» **ACTIVITY**
Everything in the records below except the pictures must be written out exactly.

╭─ DATASET RECORDS

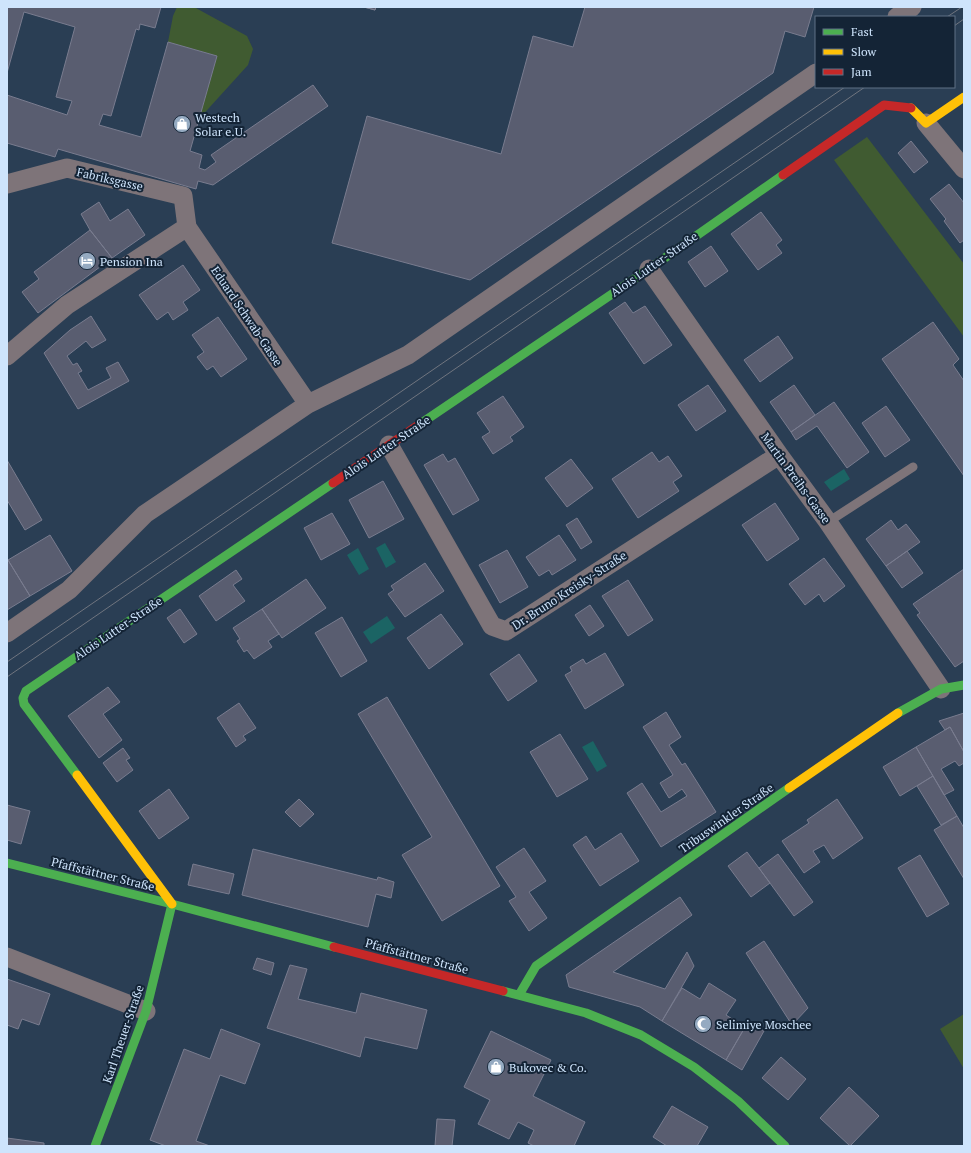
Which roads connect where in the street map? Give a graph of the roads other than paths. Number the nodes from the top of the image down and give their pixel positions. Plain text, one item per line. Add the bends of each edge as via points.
1 (912, 7) edge
2 (899, 16) edge
3 (815, 74) edge
4 (964, 97) edge
5 (926, 123) junction
6 (964, 169) edge
7 (7, 184) edge
8 (186, 227) junction
9 (649, 269) junction
10 (7, 356) edge
11 (308, 404) junction
12 (389, 445) junction
13 (779, 455) junction
14 (913, 467) dead end
15 (828, 522) junction
16 (7, 633) edge
17 (964, 685) edge
18 (941, 689) junction
19 (7, 863) edge
20 (172, 904) junction
21 (7, 957) edge
22 (519, 995) junction
23 (146, 1011) junction
24 (95, 1146) edge
25 (785, 1146) edge

1 - 2 street
3 - 11 street via 408,355
4 - 5 street
5 - 6 street
5 - 9 street, Alois Lutter-Straße via 910,107 884,105
7 - 8 street, Fabriksgasse via 67,168 183,196
8 - 10 street via 67,305
8 - 11 street, Eduard Schwab-Gasse
9 - 12 street, Alois Lutter-Straße
9 - 13 street, Martin Preihs-Gasse
11 - 16 street via 145,514 69,590
12 - 13 street, Dr. Bruno Kreisky-Straße via 492,626 506,631
12 - 20 street, Alois Lutter-Straße via 26,691 24,704
13 - 15 street, Martin Preihs-Gasse
14 - 15 lane
15 - 18 street, Martin Preihs-Gasse
17 - 18 street, Tribuswinkler Straße
18 - 22 street, Tribuswinkler Straße via 900,711 536,966
19 - 20 street, Pfaffstättner Straße
20 - 22 street, Pfaffstättner Straße
20 - 23 street, Karl Theuer-Straße
21 - 23 street
22 - 25 street, Pfaffstättner Straße via 586,1013 641,1035 694,1067 738,1101
23 - 24 street, Karl Theuer-Straße

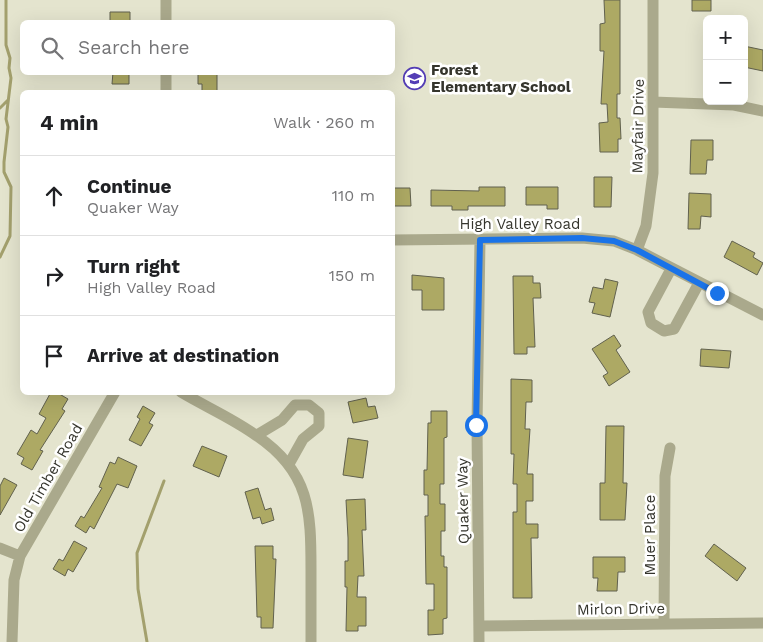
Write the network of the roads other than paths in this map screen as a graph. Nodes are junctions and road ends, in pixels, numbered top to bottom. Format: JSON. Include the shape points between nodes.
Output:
{"nodes":[{"id":1,"x":166,"y":0,"type":"edge"},
{"id":2,"x":653,"y":0,"type":"edge"},
{"id":3,"x":166,"y":20,"type":"edge"},
{"id":4,"x":166,"y":75,"type":"edge"},
{"id":5,"x":166,"y":90,"type":"edge"},
{"id":6,"x":654,"y":102,"type":"junction"},
{"id":7,"x":763,"y":111,"type":"edge"},
{"id":8,"x":395,"y":240,"type":"edge"},
{"id":9,"x":480,"y":240,"type":"junction"},
{"id":10,"x":637,"y":250,"type":"junction"},
{"id":11,"x":671,"y":269,"type":"junction"},
{"id":12,"x":699,"y":283,"type":"junction"},
{"id":13,"x":763,"y":315,"type":"edge"},
{"id":14,"x":113,"y":395,"type":"edge"},
{"id":15,"x":186,"y":395,"type":"edge"},
{"id":16,"x":256,"y":435,"type":"junction"},
{"id":17,"x":670,"y":448,"type":"dead end"},
{"id":18,"x":289,"y":464,"type":"junction"},
{"id":19,"x":0,"y":548,"type":"edge"},
{"id":20,"x":20,"y":556,"type":"junction"},
{"id":21,"x":664,"y":623,"type":"junction"},
{"id":22,"x":763,"y":623,"type":"edge"},
{"id":23,"x":480,"y":626,"type":"junction"},
{"id":24,"x":12,"y":642,"type":"edge"},
{"id":25,"x":311,"y":642,"type":"edge"},
{"id":26,"x":480,"y":642,"type":"edge"}],
"edges":[{"from":1,"to":3,"type":"street"},
{"from":2,"to":6,"type":"street","name":"Mayfair Drive"},
{"from":4,"to":5,"type":"street"},
{"from":6,"to":7,"type":"street","via":[[734,105]]},
{"from":6,"to":10,"type":"street","name":"Mayfair Drive","via":[[653,174],[646,226]]},
{"from":8,"to":9,"type":"street","name":"High Valley Road"},
{"from":9,"to":10,"type":"street","name":"High Valley Road","via":[[601,239]]},
{"from":9,"to":23,"type":"street","name":"Quaker Way","via":[[476,425]]},
{"from":10,"to":11,"type":"street","name":"High Valley Road"},
{"from":11,"to":12,"type":"street","name":"High Valley Road"},
{"from":11,"to":12,"type":"street","via":[[648,312],[651,323],[664,330],[674,329]]},
{"from":12,"to":13,"type":"street","name":"High Valley Road"},
{"from":14,"to":20,"type":"street","name":"Old Timber Road"},
{"from":15,"to":16,"type":"street"},
{"from":16,"to":18,"type":"street"},
{"from":16,"to":18,"type":"street","via":[[282,420],[295,405],[308,405],[319,413],[319,426],[303,438]]},
{"from":17,"to":21,"type":"street","name":"Muer Place","via":[[665,476]]},
{"from":18,"to":25,"type":"street","via":[[305,497],[311,521]]},
{"from":19,"to":20,"type":"street"},
{"from":20,"to":24,"type":"street","name":"Old Timber Road","via":[[14,580]]},
{"from":21,"to":22,"type":"street","name":"Mirlon Drive"},
{"from":21,"to":23,"type":"street","name":"Mirlon Drive"},
{"from":23,"to":26,"type":"street","name":"Quaker Way"}]}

╰─

» **EXERCISE RESPONSE**
Which roads connect where in the street map? Give a graph of the roads other than paths. Number the nodes from the top of the image down and give their pixel positions. Plain text, one item per line. Add the bends of each edge as via points.
1 (912, 7) edge
2 (899, 16) edge
3 (815, 74) edge
4 (964, 97) edge
5 (926, 123) junction
6 (964, 169) edge
7 (7, 184) edge
8 (186, 227) junction
9 (649, 269) junction
10 (7, 356) edge
11 (308, 404) junction
12 (389, 445) junction
13 (779, 455) junction
14 (913, 467) dead end
15 (828, 522) junction
16 (7, 633) edge
17 (964, 685) edge
18 (941, 689) junction
19 (7, 863) edge
20 (172, 904) junction
21 (7, 957) edge
22 (519, 995) junction
23 (146, 1011) junction
24 (95, 1146) edge
25 (785, 1146) edge

1 - 2 street
3 - 11 street via 408,355
4 - 5 street
5 - 6 street
5 - 9 street, Alois Lutter-Straße via 910,107 884,105
7 - 8 street, Fabriksgasse via 67,168 183,196
8 - 10 street via 67,305
8 - 11 street, Eduard Schwab-Gasse
9 - 12 street, Alois Lutter-Straße
9 - 13 street, Martin Preihs-Gasse
11 - 16 street via 145,514 69,590
12 - 13 street, Dr. Bruno Kreisky-Straße via 492,626 506,631
12 - 20 street, Alois Lutter-Straße via 26,691 24,704
13 - 15 street, Martin Preihs-Gasse
14 - 15 lane
15 - 18 street, Martin Preihs-Gasse
17 - 18 street, Tribuswinkler Straße
18 - 22 street, Tribuswinkler Straße via 900,711 536,966
19 - 20 street, Pfaffstättner Straße
20 - 22 street, Pfaffstättner Straße
20 - 23 street, Karl Theuer-Straße
21 - 23 street
22 - 25 street, Pfaffstättner Straße via 586,1013 641,1035 694,1067 738,1101
23 - 24 street, Karl Theuer-Straße

Write the network of the roads other than paths in this map screen as a graph. Nodes are junctions and road ends, in pixels, numbered top to bottom. Format: JSON. Include the shape points between nodes.
Output:
{"nodes":[{"id":1,"x":166,"y":0,"type":"edge"},
{"id":2,"x":653,"y":0,"type":"edge"},
{"id":3,"x":166,"y":20,"type":"edge"},
{"id":4,"x":166,"y":75,"type":"edge"},
{"id":5,"x":166,"y":90,"type":"edge"},
{"id":6,"x":654,"y":102,"type":"junction"},
{"id":7,"x":763,"y":111,"type":"edge"},
{"id":8,"x":395,"y":240,"type":"edge"},
{"id":9,"x":480,"y":240,"type":"junction"},
{"id":10,"x":637,"y":250,"type":"junction"},
{"id":11,"x":671,"y":269,"type":"junction"},
{"id":12,"x":699,"y":283,"type":"junction"},
{"id":13,"x":763,"y":315,"type":"edge"},
{"id":14,"x":113,"y":395,"type":"edge"},
{"id":15,"x":186,"y":395,"type":"edge"},
{"id":16,"x":256,"y":435,"type":"junction"},
{"id":17,"x":670,"y":448,"type":"dead end"},
{"id":18,"x":289,"y":464,"type":"junction"},
{"id":19,"x":0,"y":548,"type":"edge"},
{"id":20,"x":20,"y":556,"type":"junction"},
{"id":21,"x":664,"y":623,"type":"junction"},
{"id":22,"x":763,"y":623,"type":"edge"},
{"id":23,"x":480,"y":626,"type":"junction"},
{"id":24,"x":12,"y":642,"type":"edge"},
{"id":25,"x":311,"y":642,"type":"edge"},
{"id":26,"x":480,"y":642,"type":"edge"}],
"edges":[{"from":1,"to":3,"type":"street"},
{"from":2,"to":6,"type":"street","name":"Mayfair Drive"},
{"from":4,"to":5,"type":"street"},
{"from":6,"to":7,"type":"street","via":[[734,105]]},
{"from":6,"to":10,"type":"street","name":"Mayfair Drive","via":[[653,174],[646,226]]},
{"from":8,"to":9,"type":"street","name":"High Valley Road"},
{"from":9,"to":10,"type":"street","name":"High Valley Road","via":[[601,239]]},
{"from":9,"to":23,"type":"street","name":"Quaker Way","via":[[476,425]]},
{"from":10,"to":11,"type":"street","name":"High Valley Road"},
{"from":11,"to":12,"type":"street","name":"High Valley Road"},
{"from":11,"to":12,"type":"street","via":[[648,312],[651,323],[664,330],[674,329]]},
{"from":12,"to":13,"type":"street","name":"High Valley Road"},
{"from":14,"to":20,"type":"street","name":"Old Timber Road"},
{"from":15,"to":16,"type":"street"},
{"from":16,"to":18,"type":"street"},
{"from":16,"to":18,"type":"street","via":[[282,420],[295,405],[308,405],[319,413],[319,426],[303,438]]},
{"from":17,"to":21,"type":"street","name":"Muer Place","via":[[665,476]]},
{"from":18,"to":25,"type":"street","via":[[305,497],[311,521]]},
{"from":19,"to":20,"type":"street"},
{"from":20,"to":24,"type":"street","name":"Old Timber Road","via":[[14,580]]},
{"from":21,"to":22,"type":"street","name":"Mirlon Drive"},
{"from":21,"to":23,"type":"street","name":"Mirlon Drive"},
{"from":23,"to":26,"type":"street","name":"Quaker Way"}]}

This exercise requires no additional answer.